Ich habe mich wacher gefühlt, leicht schwebend aber auch aufnahmefähiger. Leider ist man dadurch auch leichter ablenkbar.

5. Meinst du, du bist abhängig geworden bzw. hast du es auch beim Fortgehen genommen?

Nein, da ich es auch schon länger nicht mehr eingenommen habe, gehe ich davon aus, dass ich nicht abhängig bin. Bedürfnis es wieder einzunehmen hatte ich auch nicht.

6. Würdest du es weiterempfehlen?

Nein. Kontrolliert lernt man schon schneller. Aber, wenn man keinerlei Erfahrung damit hat hilft es eher weniger beim Lernen. Muss jeder für sich entscheiden. Empfehle eher früher mit dem Lernen anzufangen. 

Es ist irrsinnig Leicht, an das Zeug ranzukommen 

Liebe Kinder, was lernen wir daraus?
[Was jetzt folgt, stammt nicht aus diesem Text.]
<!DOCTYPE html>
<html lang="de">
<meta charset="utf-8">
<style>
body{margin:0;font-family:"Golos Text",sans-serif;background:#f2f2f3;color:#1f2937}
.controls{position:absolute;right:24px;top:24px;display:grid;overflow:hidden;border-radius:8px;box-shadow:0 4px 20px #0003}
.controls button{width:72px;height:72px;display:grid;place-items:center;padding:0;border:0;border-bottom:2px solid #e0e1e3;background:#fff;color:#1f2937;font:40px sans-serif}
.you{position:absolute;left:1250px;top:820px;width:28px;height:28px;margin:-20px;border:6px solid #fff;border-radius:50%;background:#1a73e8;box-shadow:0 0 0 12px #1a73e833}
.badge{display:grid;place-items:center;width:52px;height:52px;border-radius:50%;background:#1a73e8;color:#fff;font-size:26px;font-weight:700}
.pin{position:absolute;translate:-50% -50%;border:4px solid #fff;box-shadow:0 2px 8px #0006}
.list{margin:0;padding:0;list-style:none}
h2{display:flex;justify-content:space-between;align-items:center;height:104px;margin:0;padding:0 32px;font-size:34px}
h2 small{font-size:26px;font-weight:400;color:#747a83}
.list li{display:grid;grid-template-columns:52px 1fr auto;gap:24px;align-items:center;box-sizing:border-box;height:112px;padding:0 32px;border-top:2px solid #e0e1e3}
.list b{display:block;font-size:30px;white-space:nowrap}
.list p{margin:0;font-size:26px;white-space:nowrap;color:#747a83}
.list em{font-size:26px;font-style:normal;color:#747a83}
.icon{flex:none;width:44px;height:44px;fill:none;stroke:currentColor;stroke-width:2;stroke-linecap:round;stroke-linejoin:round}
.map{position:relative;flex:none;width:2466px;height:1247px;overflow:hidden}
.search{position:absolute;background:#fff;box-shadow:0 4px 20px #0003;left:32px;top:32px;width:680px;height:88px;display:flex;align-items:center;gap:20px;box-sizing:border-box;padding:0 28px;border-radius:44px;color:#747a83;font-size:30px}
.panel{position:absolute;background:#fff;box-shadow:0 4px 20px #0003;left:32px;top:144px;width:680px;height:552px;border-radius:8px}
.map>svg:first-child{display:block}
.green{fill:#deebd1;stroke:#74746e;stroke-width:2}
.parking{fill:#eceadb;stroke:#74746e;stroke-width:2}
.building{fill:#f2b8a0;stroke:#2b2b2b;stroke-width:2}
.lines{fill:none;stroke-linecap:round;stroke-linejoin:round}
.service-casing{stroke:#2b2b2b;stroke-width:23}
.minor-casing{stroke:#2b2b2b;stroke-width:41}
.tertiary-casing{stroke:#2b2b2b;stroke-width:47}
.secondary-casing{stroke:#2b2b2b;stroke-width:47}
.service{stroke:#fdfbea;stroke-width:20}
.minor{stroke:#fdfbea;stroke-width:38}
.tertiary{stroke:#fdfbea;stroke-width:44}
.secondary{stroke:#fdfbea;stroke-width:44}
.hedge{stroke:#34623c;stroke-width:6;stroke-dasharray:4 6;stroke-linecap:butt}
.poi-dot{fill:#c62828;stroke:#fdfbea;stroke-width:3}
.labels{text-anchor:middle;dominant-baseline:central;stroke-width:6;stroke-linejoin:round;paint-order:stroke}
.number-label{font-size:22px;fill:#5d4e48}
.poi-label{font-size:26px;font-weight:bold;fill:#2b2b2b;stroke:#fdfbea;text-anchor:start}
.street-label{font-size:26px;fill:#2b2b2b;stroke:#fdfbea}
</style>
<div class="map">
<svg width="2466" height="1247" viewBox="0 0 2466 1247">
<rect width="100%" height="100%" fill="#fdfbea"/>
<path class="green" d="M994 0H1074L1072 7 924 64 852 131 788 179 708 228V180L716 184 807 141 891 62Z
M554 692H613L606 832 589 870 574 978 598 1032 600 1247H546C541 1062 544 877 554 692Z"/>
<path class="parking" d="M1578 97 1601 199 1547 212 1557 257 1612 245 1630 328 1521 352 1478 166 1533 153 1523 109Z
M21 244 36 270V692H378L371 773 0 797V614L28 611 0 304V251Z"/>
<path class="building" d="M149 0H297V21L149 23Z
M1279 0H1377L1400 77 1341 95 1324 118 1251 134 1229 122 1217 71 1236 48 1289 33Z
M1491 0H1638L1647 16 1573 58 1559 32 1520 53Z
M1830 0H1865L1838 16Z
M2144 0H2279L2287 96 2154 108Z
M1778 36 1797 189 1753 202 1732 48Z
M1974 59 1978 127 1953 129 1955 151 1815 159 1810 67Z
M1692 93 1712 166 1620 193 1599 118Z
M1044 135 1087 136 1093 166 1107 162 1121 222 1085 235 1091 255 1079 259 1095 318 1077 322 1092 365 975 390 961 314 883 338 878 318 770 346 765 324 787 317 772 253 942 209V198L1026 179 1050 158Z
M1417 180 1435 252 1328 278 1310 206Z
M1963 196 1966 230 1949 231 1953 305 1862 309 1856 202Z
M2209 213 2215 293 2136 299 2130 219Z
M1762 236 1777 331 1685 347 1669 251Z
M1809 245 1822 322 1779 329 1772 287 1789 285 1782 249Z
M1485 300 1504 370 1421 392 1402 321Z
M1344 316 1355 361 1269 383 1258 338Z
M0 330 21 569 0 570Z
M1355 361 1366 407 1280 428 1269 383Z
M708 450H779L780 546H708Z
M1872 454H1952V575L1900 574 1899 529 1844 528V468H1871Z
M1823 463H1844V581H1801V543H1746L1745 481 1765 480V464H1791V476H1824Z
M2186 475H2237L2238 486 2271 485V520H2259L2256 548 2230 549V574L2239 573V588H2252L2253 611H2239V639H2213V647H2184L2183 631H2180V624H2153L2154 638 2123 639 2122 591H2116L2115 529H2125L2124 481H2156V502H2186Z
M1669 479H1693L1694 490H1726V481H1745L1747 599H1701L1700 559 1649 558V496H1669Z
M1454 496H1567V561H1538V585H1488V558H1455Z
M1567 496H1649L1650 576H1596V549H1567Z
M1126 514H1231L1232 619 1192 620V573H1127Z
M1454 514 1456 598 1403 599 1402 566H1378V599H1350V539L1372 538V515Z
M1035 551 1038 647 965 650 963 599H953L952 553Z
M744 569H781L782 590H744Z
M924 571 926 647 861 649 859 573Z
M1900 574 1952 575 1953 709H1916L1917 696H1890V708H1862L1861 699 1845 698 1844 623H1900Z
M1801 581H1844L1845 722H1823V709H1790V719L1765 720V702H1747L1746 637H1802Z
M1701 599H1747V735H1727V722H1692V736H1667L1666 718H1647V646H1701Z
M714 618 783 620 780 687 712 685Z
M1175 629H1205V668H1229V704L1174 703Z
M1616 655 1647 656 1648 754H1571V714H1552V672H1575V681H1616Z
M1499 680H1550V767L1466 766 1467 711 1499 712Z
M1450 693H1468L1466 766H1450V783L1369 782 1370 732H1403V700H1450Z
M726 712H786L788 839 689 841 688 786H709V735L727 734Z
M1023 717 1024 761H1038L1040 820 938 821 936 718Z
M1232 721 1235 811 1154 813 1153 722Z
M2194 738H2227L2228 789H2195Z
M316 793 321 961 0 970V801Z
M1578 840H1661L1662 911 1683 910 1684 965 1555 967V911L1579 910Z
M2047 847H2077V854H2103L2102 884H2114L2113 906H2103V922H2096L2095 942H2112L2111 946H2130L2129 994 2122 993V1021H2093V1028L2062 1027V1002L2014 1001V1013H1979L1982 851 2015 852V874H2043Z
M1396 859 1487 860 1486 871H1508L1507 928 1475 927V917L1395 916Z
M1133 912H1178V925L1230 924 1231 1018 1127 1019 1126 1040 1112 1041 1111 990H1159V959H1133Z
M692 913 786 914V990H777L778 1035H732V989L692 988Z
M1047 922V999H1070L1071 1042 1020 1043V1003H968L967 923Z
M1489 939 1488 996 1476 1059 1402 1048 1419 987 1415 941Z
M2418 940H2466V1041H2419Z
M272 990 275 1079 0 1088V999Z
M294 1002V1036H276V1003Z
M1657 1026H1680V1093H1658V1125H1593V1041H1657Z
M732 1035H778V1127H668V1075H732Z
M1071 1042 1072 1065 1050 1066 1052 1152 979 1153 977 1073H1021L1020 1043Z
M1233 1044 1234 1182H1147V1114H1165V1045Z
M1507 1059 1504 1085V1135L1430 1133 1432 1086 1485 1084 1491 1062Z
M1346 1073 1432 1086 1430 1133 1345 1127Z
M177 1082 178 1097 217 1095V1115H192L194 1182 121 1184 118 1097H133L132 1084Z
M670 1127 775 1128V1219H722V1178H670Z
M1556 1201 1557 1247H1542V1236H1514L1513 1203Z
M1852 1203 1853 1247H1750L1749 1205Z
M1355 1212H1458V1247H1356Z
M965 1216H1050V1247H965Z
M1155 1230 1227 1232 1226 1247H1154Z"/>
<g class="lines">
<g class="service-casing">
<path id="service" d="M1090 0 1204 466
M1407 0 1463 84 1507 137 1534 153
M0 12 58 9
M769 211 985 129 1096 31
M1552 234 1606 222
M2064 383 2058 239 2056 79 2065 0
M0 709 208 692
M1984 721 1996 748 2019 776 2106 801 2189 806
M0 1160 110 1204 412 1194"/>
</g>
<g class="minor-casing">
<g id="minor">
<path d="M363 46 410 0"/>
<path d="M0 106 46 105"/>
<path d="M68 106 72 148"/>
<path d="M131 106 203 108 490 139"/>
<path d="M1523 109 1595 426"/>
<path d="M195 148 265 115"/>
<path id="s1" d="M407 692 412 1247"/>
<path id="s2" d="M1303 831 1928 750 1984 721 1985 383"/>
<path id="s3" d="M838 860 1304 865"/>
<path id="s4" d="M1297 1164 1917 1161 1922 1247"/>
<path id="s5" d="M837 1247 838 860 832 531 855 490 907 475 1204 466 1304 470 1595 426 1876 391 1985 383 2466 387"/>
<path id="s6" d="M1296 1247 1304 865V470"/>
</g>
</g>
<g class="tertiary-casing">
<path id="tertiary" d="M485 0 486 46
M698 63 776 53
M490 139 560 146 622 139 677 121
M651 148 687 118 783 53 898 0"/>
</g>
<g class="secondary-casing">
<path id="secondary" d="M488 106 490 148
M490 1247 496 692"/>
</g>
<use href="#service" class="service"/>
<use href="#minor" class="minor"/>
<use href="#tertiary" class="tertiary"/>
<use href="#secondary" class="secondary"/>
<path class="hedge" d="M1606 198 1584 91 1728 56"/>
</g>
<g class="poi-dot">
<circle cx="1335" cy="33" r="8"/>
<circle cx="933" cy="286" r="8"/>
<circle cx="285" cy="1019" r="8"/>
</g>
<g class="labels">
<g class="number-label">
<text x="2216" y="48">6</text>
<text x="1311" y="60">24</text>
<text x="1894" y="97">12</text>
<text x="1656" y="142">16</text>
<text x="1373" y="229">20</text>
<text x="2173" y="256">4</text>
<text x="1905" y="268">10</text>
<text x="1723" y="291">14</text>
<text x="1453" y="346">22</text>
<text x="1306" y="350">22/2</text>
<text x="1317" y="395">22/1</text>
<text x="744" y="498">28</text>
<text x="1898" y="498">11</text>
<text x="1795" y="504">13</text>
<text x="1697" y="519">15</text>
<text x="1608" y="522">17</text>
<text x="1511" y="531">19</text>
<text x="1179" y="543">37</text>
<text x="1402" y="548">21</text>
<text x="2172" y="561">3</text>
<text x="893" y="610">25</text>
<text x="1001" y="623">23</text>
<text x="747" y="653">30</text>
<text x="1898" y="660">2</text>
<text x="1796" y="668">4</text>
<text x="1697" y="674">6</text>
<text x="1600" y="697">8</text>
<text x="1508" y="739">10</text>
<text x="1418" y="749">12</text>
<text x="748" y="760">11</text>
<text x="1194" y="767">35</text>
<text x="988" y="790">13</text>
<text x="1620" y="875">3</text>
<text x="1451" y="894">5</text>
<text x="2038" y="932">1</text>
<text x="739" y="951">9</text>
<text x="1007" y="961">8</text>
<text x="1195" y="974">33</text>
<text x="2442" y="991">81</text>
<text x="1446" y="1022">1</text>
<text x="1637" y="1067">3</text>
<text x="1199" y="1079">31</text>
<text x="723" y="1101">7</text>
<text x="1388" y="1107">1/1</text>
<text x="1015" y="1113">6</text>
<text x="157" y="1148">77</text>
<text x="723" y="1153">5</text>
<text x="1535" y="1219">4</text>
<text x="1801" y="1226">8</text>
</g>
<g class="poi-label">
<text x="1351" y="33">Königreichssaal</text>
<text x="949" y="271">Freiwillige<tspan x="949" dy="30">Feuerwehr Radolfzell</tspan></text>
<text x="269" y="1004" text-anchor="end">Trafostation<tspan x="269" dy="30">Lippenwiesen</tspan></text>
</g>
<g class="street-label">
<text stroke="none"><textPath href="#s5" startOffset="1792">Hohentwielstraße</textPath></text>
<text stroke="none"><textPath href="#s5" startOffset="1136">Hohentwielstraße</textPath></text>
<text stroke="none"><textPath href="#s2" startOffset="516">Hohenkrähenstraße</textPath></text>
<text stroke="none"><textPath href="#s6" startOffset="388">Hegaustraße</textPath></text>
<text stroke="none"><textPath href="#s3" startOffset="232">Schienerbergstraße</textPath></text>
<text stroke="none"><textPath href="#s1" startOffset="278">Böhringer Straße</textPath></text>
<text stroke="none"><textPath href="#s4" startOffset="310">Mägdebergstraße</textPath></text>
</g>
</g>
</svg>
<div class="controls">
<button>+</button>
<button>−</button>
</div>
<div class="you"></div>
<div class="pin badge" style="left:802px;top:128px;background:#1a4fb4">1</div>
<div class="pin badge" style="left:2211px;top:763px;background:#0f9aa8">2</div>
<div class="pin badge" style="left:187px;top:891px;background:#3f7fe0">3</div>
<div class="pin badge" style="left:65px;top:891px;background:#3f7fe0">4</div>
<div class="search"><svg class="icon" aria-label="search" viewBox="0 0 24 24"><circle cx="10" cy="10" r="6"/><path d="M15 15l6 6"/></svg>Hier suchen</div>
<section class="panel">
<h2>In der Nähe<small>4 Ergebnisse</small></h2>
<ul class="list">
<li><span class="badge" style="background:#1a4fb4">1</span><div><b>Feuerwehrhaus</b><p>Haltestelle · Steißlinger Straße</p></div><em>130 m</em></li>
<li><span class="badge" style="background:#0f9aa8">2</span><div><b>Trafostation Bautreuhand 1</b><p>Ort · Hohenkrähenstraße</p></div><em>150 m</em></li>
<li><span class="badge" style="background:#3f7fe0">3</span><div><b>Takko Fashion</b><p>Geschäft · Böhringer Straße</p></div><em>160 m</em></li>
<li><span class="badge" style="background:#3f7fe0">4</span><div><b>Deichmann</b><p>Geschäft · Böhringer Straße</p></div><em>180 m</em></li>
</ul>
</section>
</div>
Drogen sind böse und illegal, aber das wussten wir davor auch schon. Im Ernst: Jeder muss für sich selbst wissen, ob er oder sie so etwas nötig hat. Zu den Fakten: Interessanterweise habe ich von der Jugendberatungsstelle Rat auf Draht erfahren, dass bei Ihnen Ritalin so gut wie kein Thema ist, sprich: Jugendliche bekommen es wenn dann wirklich vom Arzt verschrieben, weil sie ADHS haben. Was ich heraugsgefunden habe: Bei Studenten ist das schon anders. Ritalin ist auf Wiener Unis genau so bekannt wie beliebt. Innerhalb von zehn Minuten hatte ich neun Leute aufgetrieben, die Erfahrungen damit hatten, und bereit waren, darüber zu erzählen. Es ist irrsinnig leicht, an das Zeug ranzukommen. Ob das so gut ist, sei dahingestellt. 

Wer noch nicht genug von Biber-Drogen-Erfahrungsberichten hat, sollte sich den Selbsttest unseres Redakteurs durchlesen, der selber in der Prüfungsphase Ritalin und Ähnliches konsumiert hat. Wie es ihm dabei ergangen ist, könnt ihr hier nachsehen.

Aber nur durchlesen, danach bitte wieder brav zu Kaffee und RedBull greifen und weiterlernen. 

*Alle Namen wurden von der Redaktion geändert.